___ DATA FOR REVIEW ___

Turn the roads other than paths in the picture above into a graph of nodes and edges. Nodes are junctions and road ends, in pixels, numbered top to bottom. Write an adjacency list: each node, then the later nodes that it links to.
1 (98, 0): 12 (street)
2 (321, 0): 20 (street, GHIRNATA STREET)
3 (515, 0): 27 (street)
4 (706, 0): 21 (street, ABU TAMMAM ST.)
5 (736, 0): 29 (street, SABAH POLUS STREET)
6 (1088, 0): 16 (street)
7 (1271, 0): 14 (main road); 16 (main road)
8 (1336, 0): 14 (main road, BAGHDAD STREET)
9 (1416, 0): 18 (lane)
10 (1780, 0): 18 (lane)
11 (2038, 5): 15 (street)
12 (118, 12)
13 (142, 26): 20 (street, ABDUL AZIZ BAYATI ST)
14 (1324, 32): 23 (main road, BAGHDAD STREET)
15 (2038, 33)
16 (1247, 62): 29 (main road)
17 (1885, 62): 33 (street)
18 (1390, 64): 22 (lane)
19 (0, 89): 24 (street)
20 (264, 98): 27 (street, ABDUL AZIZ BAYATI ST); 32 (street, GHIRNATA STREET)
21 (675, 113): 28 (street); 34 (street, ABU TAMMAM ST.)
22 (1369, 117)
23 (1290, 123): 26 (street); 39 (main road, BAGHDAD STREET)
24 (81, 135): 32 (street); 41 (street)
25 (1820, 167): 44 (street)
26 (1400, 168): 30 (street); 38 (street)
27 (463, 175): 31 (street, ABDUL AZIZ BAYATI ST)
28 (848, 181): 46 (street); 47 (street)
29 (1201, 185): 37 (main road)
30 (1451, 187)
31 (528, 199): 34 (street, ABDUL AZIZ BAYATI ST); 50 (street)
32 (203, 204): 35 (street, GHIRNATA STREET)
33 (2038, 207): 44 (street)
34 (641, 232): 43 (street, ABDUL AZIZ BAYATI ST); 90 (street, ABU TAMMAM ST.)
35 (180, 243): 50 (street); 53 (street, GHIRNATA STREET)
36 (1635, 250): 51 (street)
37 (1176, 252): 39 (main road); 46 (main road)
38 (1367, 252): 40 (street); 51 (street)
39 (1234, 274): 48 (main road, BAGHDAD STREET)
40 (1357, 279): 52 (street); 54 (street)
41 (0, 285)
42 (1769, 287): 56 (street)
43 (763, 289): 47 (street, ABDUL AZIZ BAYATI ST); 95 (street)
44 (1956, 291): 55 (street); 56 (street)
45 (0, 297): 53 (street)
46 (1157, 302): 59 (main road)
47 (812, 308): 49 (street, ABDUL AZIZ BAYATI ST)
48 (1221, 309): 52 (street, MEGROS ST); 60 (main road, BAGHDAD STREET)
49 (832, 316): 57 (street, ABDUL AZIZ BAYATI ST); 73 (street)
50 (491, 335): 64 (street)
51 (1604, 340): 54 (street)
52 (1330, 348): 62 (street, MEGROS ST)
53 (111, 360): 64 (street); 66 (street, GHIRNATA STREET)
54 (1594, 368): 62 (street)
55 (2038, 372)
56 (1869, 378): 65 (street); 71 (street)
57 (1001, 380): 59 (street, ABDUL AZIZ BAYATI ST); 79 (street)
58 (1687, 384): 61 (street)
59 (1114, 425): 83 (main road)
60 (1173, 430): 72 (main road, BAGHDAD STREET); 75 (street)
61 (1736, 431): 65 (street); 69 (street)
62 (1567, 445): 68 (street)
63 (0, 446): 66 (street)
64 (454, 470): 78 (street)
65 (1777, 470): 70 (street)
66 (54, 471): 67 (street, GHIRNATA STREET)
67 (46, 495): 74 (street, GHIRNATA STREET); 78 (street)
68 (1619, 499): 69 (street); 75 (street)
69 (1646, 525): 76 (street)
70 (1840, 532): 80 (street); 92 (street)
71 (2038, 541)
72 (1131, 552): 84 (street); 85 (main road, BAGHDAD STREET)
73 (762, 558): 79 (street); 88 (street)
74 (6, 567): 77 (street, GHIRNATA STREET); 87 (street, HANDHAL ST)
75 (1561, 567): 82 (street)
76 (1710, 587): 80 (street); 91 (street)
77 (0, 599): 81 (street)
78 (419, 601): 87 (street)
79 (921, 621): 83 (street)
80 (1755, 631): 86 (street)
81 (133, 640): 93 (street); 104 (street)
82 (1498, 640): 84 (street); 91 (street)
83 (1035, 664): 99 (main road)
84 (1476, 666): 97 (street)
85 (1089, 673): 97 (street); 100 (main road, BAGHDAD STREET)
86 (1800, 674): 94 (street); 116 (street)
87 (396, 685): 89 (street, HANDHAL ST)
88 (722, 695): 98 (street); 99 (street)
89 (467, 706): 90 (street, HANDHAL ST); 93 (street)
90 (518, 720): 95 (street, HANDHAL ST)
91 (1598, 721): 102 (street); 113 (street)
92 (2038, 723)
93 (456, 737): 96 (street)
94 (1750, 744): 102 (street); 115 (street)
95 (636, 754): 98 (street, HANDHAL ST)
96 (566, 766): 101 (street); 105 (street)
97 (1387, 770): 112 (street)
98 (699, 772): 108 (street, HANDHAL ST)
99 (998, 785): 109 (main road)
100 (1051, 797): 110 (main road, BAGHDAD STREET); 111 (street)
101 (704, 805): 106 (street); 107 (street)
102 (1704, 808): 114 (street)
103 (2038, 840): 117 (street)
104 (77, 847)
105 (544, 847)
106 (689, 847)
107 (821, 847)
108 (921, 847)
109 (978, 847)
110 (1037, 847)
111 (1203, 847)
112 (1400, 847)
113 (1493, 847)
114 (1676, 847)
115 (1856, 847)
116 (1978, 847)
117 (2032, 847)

___

**EXERCISE DETAILS**
Give the records above again in full, keeping every character unchanged.

**RESPONSE FOR THIS EXERCISE**
Turn the roads other than paths in the picture above into a graph of nodes and edges. Nodes are junctions and road ends, in pixels, numbered top to bottom. Write an adjacency list: each node, then the later nodes that it links to.
1 (98, 0): 12 (street)
2 (321, 0): 20 (street, GHIRNATA STREET)
3 (515, 0): 27 (street)
4 (706, 0): 21 (street, ABU TAMMAM ST.)
5 (736, 0): 29 (street, SABAH POLUS STREET)
6 (1088, 0): 16 (street)
7 (1271, 0): 14 (main road); 16 (main road)
8 (1336, 0): 14 (main road, BAGHDAD STREET)
9 (1416, 0): 18 (lane)
10 (1780, 0): 18 (lane)
11 (2038, 5): 15 (street)
12 (118, 12)
13 (142, 26): 20 (street, ABDUL AZIZ BAYATI ST)
14 (1324, 32): 23 (main road, BAGHDAD STREET)
15 (2038, 33)
16 (1247, 62): 29 (main road)
17 (1885, 62): 33 (street)
18 (1390, 64): 22 (lane)
19 (0, 89): 24 (street)
20 (264, 98): 27 (street, ABDUL AZIZ BAYATI ST); 32 (street, GHIRNATA STREET)
21 (675, 113): 28 (street); 34 (street, ABU TAMMAM ST.)
22 (1369, 117)
23 (1290, 123): 26 (street); 39 (main road, BAGHDAD STREET)
24 (81, 135): 32 (street); 41 (street)
25 (1820, 167): 44 (street)
26 (1400, 168): 30 (street); 38 (street)
27 (463, 175): 31 (street, ABDUL AZIZ BAYATI ST)
28 (848, 181): 46 (street); 47 (street)
29 (1201, 185): 37 (main road)
30 (1451, 187)
31 (528, 199): 34 (street, ABDUL AZIZ BAYATI ST); 50 (street)
32 (203, 204): 35 (street, GHIRNATA STREET)
33 (2038, 207): 44 (street)
34 (641, 232): 43 (street, ABDUL AZIZ BAYATI ST); 90 (street, ABU TAMMAM ST.)
35 (180, 243): 50 (street); 53 (street, GHIRNATA STREET)
36 (1635, 250): 51 (street)
37 (1176, 252): 39 (main road); 46 (main road)
38 (1367, 252): 40 (street); 51 (street)
39 (1234, 274): 48 (main road, BAGHDAD STREET)
40 (1357, 279): 52 (street); 54 (street)
41 (0, 285)
42 (1769, 287): 56 (street)
43 (763, 289): 47 (street, ABDUL AZIZ BAYATI ST); 95 (street)
44 (1956, 291): 55 (street); 56 (street)
45 (0, 297): 53 (street)
46 (1157, 302): 59 (main road)
47 (812, 308): 49 (street, ABDUL AZIZ BAYATI ST)
48 (1221, 309): 52 (street, MEGROS ST); 60 (main road, BAGHDAD STREET)
49 (832, 316): 57 (street, ABDUL AZIZ BAYATI ST); 73 (street)
50 (491, 335): 64 (street)
51 (1604, 340): 54 (street)
52 (1330, 348): 62 (street, MEGROS ST)
53 (111, 360): 64 (street); 66 (street, GHIRNATA STREET)
54 (1594, 368): 62 (street)
55 (2038, 372)
56 (1869, 378): 65 (street); 71 (street)
57 (1001, 380): 59 (street, ABDUL AZIZ BAYATI ST); 79 (street)
58 (1687, 384): 61 (street)
59 (1114, 425): 83 (main road)
60 (1173, 430): 72 (main road, BAGHDAD STREET); 75 (street)
61 (1736, 431): 65 (street); 69 (street)
62 (1567, 445): 68 (street)
63 (0, 446): 66 (street)
64 (454, 470): 78 (street)
65 (1777, 470): 70 (street)
66 (54, 471): 67 (street, GHIRNATA STREET)
67 (46, 495): 74 (street, GHIRNATA STREET); 78 (street)
68 (1619, 499): 69 (street); 75 (street)
69 (1646, 525): 76 (street)
70 (1840, 532): 80 (street); 92 (street)
71 (2038, 541)
72 (1131, 552): 84 (street); 85 (main road, BAGHDAD STREET)
73 (762, 558): 79 (street); 88 (street)
74 (6, 567): 77 (street, GHIRNATA STREET); 87 (street, HANDHAL ST)
75 (1561, 567): 82 (street)
76 (1710, 587): 80 (street); 91 (street)
77 (0, 599): 81 (street)
78 (419, 601): 87 (street)
79 (921, 621): 83 (street)
80 (1755, 631): 86 (street)
81 (133, 640): 93 (street); 104 (street)
82 (1498, 640): 84 (street); 91 (street)
83 (1035, 664): 99 (main road)
84 (1476, 666): 97 (street)
85 (1089, 673): 97 (street); 100 (main road, BAGHDAD STREET)
86 (1800, 674): 94 (street); 116 (street)
87 (396, 685): 89 (street, HANDHAL ST)
88 (722, 695): 98 (street); 99 (street)
89 (467, 706): 90 (street, HANDHAL ST); 93 (street)
90 (518, 720): 95 (street, HANDHAL ST)
91 (1598, 721): 102 (street); 113 (street)
92 (2038, 723)
93 (456, 737): 96 (street)
94 (1750, 744): 102 (street); 115 (street)
95 (636, 754): 98 (street, HANDHAL ST)
96 (566, 766): 101 (street); 105 (street)
97 (1387, 770): 112 (street)
98 (699, 772): 108 (street, HANDHAL ST)
99 (998, 785): 109 (main road)
100 (1051, 797): 110 (main road, BAGHDAD STREET); 111 (street)
101 (704, 805): 106 (street); 107 (street)
102 (1704, 808): 114 (street)
103 (2038, 840): 117 (street)
104 (77, 847)
105 (544, 847)
106 (689, 847)
107 (821, 847)
108 (921, 847)
109 (978, 847)
110 (1037, 847)
111 (1203, 847)
112 (1400, 847)
113 (1493, 847)
114 (1676, 847)
115 (1856, 847)
116 (1978, 847)
117 (2032, 847)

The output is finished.